Barroso chegou a editar uma nova versão do indulto, em março deste ano,
retirando várias das partes mais problemáticas e defendeu sua posição. Moraes,
no entanto, argumentou que, na ausência de regras mais específicas para o
indulto previstas em lei, o presidente pode agir como bem entender, ainda que
se discorde dos seus critérios, e o Judiciário não teria como interferir. Essa
foi a tese aceita por Rosa Weber, Ricardo Lewandowski, Marco Aurélio Mello,
Gilmar Mendes e Celso de Mello, enquanto Edson Fachin votou com o relator.
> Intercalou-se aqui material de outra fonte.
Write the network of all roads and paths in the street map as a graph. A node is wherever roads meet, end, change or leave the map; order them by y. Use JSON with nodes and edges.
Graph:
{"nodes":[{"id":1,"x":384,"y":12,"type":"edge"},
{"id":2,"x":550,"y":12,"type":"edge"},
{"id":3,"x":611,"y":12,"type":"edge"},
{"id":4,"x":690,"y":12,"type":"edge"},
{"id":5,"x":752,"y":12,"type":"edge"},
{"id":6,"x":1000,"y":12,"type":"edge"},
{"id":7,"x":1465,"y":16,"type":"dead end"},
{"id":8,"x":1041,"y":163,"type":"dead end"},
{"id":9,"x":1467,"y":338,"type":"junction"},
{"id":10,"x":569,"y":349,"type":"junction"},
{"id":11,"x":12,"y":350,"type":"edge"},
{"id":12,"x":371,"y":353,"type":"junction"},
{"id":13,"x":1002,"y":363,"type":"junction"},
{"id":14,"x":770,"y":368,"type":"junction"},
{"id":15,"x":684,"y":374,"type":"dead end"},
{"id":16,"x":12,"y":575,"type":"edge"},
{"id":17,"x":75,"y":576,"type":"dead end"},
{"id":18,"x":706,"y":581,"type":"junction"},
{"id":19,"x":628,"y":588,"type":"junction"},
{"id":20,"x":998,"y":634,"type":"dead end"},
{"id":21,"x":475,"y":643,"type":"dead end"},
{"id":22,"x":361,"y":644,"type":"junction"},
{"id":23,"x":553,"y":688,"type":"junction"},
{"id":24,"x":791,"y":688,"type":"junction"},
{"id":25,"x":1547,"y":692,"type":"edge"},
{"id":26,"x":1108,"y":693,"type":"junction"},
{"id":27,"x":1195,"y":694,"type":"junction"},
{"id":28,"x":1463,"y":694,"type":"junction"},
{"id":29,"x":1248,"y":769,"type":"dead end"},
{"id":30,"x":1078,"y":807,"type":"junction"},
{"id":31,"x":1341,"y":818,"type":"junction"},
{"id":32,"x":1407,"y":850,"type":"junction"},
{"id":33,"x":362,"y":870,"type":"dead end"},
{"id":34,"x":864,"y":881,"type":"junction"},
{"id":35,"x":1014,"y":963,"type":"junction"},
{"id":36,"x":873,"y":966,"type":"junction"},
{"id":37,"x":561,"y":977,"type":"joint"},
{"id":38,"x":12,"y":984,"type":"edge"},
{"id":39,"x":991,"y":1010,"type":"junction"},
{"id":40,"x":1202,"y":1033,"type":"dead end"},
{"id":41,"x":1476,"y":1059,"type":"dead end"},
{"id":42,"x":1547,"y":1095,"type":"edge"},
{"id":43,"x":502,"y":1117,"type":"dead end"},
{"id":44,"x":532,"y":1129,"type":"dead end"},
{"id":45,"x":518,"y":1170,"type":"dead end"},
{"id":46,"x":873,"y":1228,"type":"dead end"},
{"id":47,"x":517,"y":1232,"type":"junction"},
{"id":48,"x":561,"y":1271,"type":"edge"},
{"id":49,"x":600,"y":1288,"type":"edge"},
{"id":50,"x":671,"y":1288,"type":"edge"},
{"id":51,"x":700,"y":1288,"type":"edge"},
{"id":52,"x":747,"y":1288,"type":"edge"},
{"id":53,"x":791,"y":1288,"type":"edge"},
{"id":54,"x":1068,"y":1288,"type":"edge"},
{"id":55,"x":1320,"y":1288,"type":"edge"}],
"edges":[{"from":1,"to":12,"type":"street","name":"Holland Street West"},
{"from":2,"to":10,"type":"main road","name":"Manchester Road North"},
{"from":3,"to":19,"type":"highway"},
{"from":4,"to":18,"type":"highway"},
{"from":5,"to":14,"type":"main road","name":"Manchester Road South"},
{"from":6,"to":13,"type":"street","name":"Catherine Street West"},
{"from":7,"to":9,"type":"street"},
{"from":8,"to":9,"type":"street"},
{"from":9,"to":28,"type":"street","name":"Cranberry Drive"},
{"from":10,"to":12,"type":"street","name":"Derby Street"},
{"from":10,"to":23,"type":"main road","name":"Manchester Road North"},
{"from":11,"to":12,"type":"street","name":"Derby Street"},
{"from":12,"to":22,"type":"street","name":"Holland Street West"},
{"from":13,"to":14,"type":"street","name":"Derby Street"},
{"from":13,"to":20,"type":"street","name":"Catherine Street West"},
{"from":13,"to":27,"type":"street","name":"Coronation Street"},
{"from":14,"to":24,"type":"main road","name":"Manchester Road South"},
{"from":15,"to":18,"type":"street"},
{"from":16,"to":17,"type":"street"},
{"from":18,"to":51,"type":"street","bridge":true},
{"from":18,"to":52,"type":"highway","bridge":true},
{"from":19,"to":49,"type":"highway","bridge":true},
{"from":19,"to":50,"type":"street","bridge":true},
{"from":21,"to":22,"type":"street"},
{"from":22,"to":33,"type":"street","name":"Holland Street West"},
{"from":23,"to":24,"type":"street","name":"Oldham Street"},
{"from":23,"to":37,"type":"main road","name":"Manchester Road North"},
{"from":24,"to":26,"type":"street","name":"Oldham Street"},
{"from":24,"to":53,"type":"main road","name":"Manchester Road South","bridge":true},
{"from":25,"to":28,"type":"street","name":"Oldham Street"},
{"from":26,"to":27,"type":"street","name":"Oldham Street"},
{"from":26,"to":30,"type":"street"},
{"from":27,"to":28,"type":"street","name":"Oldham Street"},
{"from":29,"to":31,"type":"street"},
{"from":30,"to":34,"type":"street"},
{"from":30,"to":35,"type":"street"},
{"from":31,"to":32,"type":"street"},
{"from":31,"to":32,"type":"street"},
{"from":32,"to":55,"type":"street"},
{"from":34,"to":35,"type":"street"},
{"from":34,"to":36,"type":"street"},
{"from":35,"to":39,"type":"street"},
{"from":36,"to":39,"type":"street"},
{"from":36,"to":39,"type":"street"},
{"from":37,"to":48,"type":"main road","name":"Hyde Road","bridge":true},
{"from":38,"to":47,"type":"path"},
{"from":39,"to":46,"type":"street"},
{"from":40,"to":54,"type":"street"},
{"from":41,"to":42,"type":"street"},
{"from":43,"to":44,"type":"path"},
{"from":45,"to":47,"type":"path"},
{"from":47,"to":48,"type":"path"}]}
O pedido de vista de Luiz Fux impediu o término do julgamento.
Parece-nos evidente que o
constituinte não teve a intenção de atribuir poderes ilimitados ao presidente
da República no caso do indulto – muito menos o poder de promover, por decreto,
a impunidade, em violação flagrante do princípio da moralidade, estabelecido no
artigo 37 da Constituição. Barroso foi especialmente duro na crítica ao indulto
por crimes de corrupção: “O fato de um corrupto não ver nos olhos a vítima que
ele produz não o torna menos perigoso. A crença de que a corrupção não é um
crime grave e violento e de que os corruptos não são perigosos nos trouxe até
aqui a esse quadro sombrio”, afirmou em seu voto. Por mais que o Supremo tenha
tornado o ativismo judicial uma prática corriqueira, neste caso específico é
difícil dizer que o Judiciário está inovando ou se atribuindo prerrogativas que
não tem; trata-se de restaurar, no trato da coisa pública, a moralidade
defendida pela Carta Magna.
Mas o debate não
permaneceu apenas na questão exclusivamente constitucional; em seus votos, os
ministros fizeram todo tipo de consideração em defesa de uma política penal
mais leniente. Não faltaram, por exemplo, as menções ao tamanho da população
carcerária do país, uma das maiores do mundo, para se repetir a ideia de que
“no Brasil se prende demais” – uma afirmação que chega a ser um acinte no país
onde menos de 10% dos 60 mil homicídios anuais são solucionados. Um raciocínio
derivado deste foi exposto por Alexandre de Moaraes: dos 720 mil presos,
lembrou, “um terço são presos sem violência ou grave ameaça”. Ainda que o
número esteja correto, ele ignora que diversos crimes considerados não
violentos são, sim, graves o suficiente para justificar que seu autor seja
isolado do convívio social (pensemos, por exemplo, no tráfico de drogas, pelo
qual várias famílias são destruídas), sem falar naqueles que, em si, não
envolvem violência, mas se alimentam de ações prévias violentas. De qualquer
modo, a decisão sobre que crimes devem ser punidos com a prisão e que crimes
pedem penas alternativas cabe à sociedade, por meio de seus representantes
eleitos no Poder Legislativo.
Ricardo Lewandowski chegou
ao ponto de citar o indulto como uma ferramenta de ajuste fiscal, ao dizer que
cada preso custa R$ 3 mil por mês ao Estado. Incrível que ele tenha tido a
coragem de trazer esse aspecto à baila logo depois de o Supremo ter colocado a
faca no pescoço dos brasileiros, exigindo um aumento salarial para abrir mão de
um privilégio inconstitucional, o auxílio-moradia, momento em que o ajuste
fiscal em nada importava. Isso sem falar que, obviamente, um criminoso solto
tem um custo muito maior à sociedade que um criminoso preso.
Formalmente, o julgamento
não está encerrado, devido ao pedido de vista de Luiz Fux. Isso levou o
presidente da corte, Dias Toffoli, a colocar em votação a revogação da medida
cautelar que mudava as regras do indulto – uma inovação perigosíssima, por se
antecipar ao desfecho do julgamento. O caos só não foi maior, até o momento,
porque também essa votação foi paralisada por um pedido de vista, do próprio
Toffoli. No entanto, a essa altura já parece certa a consagração da tese que
permite ao presidente conceder o indulto como achar melhor. E, se o indulto de
2017 foi restaurado em sua totalidade, Temer terá ainda mais respaldo para
editar um perdão semelhante em 2018. Perde o combate à corrupção, perdem todos
os brasileiros honestos, vendo que o crime pode, sim, compensa.